On August 9, the Beijing-based Civil Aviation Administration of China (CAAC) issued a warning to Cathay Pacific that those among its staff taking part in the “illegal protests” would not be allowed to travel to and from mainland China. It instructed Cathay that only those flights having CAAC approved crew lists would be allowed to enter Chinese airspace.
Initially, Cathay had refrained from acting against employees who took part in the protests. This position changed after the forced closure and reopening of Hong Kong’s airport under tight security.
On August 16, Cathay Pacific CEO Rupert Hogg resigned along with a key deputy. According to The South China Morning Post, the two officials were seen in a positive light by the employees and were part of a management overhaul that had been successful at bringing Cathay out of its loss-making position of previous years. Hogg was replaced by a mainland Chinese national.
The airline has now made multiple statements pledging support for the Hong Kong government while criticising employees joining the protests.

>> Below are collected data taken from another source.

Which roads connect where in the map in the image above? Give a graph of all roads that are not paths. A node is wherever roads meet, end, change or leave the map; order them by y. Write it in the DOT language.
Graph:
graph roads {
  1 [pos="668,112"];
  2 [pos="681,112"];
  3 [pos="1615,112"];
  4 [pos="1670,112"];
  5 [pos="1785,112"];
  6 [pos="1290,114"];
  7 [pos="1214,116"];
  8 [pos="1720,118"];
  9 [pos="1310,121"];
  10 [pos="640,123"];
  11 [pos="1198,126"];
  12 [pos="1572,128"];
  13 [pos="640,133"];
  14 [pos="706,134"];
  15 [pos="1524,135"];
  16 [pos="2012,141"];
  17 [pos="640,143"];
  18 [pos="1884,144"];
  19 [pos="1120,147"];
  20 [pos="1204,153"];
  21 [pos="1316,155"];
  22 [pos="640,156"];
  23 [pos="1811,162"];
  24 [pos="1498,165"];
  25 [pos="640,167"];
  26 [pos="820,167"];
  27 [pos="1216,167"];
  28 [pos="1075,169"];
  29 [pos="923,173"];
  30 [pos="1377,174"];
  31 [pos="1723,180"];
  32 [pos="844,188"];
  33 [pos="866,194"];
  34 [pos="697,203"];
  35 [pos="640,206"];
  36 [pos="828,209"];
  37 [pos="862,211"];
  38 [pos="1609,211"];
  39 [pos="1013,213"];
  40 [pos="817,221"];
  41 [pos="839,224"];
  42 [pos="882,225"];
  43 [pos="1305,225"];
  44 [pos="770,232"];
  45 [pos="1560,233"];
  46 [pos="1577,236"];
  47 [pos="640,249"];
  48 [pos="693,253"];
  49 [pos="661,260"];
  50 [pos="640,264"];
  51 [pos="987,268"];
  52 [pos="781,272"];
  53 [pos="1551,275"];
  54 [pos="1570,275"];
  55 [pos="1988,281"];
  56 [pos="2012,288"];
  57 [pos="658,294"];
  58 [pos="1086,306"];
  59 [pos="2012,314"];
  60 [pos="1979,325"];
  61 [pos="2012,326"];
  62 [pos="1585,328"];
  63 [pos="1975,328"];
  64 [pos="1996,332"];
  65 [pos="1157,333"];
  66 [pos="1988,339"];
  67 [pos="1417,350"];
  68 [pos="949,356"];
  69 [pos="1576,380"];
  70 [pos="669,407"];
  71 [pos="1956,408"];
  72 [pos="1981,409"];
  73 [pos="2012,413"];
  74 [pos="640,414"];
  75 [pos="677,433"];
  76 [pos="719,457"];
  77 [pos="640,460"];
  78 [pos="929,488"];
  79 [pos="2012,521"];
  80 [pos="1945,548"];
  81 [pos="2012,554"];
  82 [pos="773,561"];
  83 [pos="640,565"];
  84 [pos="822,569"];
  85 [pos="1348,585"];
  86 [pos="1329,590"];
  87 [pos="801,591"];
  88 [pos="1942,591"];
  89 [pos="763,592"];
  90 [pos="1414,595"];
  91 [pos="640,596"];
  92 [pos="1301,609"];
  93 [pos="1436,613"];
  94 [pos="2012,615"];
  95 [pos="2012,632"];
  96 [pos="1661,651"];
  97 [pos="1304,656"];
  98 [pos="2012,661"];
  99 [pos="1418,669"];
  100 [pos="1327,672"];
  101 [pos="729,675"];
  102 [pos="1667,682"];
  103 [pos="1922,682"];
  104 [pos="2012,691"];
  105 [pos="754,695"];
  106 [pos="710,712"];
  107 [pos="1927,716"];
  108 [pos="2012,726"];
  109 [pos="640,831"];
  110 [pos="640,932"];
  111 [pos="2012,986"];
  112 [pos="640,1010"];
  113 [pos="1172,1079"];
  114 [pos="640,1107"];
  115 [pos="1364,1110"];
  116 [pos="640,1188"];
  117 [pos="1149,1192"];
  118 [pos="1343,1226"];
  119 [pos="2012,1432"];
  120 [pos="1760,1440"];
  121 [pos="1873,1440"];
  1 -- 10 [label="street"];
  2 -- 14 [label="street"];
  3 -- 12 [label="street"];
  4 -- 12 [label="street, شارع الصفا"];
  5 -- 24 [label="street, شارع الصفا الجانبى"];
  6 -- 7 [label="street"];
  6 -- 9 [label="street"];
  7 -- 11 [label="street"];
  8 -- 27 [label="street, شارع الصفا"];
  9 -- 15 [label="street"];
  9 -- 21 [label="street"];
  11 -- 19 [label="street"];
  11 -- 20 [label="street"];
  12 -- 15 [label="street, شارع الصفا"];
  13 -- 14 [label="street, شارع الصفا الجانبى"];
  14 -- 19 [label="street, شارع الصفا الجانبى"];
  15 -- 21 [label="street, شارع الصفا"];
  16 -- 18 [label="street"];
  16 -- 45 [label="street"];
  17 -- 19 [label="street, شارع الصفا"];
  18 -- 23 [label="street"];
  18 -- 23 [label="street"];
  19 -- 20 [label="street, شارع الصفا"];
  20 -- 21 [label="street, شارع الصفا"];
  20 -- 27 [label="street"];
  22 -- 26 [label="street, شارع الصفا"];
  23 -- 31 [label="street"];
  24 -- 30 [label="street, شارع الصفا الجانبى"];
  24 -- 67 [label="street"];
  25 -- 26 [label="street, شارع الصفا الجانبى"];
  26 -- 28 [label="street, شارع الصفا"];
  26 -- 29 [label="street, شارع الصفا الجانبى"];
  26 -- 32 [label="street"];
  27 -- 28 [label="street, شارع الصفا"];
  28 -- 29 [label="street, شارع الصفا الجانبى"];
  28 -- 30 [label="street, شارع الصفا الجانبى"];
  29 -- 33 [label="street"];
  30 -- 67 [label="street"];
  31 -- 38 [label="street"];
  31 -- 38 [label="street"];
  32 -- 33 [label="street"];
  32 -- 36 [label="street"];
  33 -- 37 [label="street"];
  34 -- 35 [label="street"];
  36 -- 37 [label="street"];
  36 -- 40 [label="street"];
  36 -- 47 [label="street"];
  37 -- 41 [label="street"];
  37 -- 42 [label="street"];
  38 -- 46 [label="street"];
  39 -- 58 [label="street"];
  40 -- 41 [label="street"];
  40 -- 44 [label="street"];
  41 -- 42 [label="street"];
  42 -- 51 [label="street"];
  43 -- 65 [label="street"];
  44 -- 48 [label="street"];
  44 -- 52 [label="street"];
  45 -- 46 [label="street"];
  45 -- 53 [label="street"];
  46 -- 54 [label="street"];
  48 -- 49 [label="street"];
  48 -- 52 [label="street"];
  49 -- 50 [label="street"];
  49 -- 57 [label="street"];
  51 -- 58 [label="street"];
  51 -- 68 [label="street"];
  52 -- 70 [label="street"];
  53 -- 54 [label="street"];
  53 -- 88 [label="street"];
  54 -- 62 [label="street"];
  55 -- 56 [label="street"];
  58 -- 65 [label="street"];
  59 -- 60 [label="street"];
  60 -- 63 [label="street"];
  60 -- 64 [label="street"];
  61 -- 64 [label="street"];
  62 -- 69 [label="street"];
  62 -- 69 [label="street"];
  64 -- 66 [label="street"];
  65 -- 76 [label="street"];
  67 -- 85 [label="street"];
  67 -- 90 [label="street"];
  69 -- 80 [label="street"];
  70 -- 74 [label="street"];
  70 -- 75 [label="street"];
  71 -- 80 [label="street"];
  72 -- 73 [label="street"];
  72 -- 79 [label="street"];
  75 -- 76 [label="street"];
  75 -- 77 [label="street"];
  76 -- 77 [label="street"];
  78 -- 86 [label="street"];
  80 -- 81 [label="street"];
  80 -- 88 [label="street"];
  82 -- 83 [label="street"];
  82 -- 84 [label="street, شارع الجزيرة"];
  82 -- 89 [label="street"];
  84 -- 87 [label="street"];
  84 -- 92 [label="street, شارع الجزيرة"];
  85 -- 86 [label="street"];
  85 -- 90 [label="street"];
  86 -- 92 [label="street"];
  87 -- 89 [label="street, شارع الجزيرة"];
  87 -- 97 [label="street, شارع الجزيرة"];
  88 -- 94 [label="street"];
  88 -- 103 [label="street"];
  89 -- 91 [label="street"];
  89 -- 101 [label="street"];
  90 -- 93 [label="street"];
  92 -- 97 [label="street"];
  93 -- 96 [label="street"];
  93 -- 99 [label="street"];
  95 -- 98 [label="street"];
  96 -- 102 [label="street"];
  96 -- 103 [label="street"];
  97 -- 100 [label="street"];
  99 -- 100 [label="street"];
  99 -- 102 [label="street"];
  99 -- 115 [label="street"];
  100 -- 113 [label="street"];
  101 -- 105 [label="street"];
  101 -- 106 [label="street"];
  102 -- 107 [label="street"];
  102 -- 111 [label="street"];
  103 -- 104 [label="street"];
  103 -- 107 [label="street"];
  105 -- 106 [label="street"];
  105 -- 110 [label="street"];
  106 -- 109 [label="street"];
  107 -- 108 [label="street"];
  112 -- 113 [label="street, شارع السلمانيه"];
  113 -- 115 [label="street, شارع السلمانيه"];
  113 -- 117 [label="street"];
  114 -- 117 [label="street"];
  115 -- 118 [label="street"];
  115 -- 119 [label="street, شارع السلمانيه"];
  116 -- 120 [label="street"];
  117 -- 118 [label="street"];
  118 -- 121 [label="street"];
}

What this means for other businesses in Hong Kong
Pro-democracy activists fear that mainland China’s iron-fisted approach towards Cathay Pacific is intended to serve as a warning for the rest of Hong Kong’s business sector.
Several multinational companies having operations in mainland China currently have their regional headquarters in Hong Kong. Increasing numbers of these companies could now find it difficult to operate from the city if they do not toe Beijing’s line.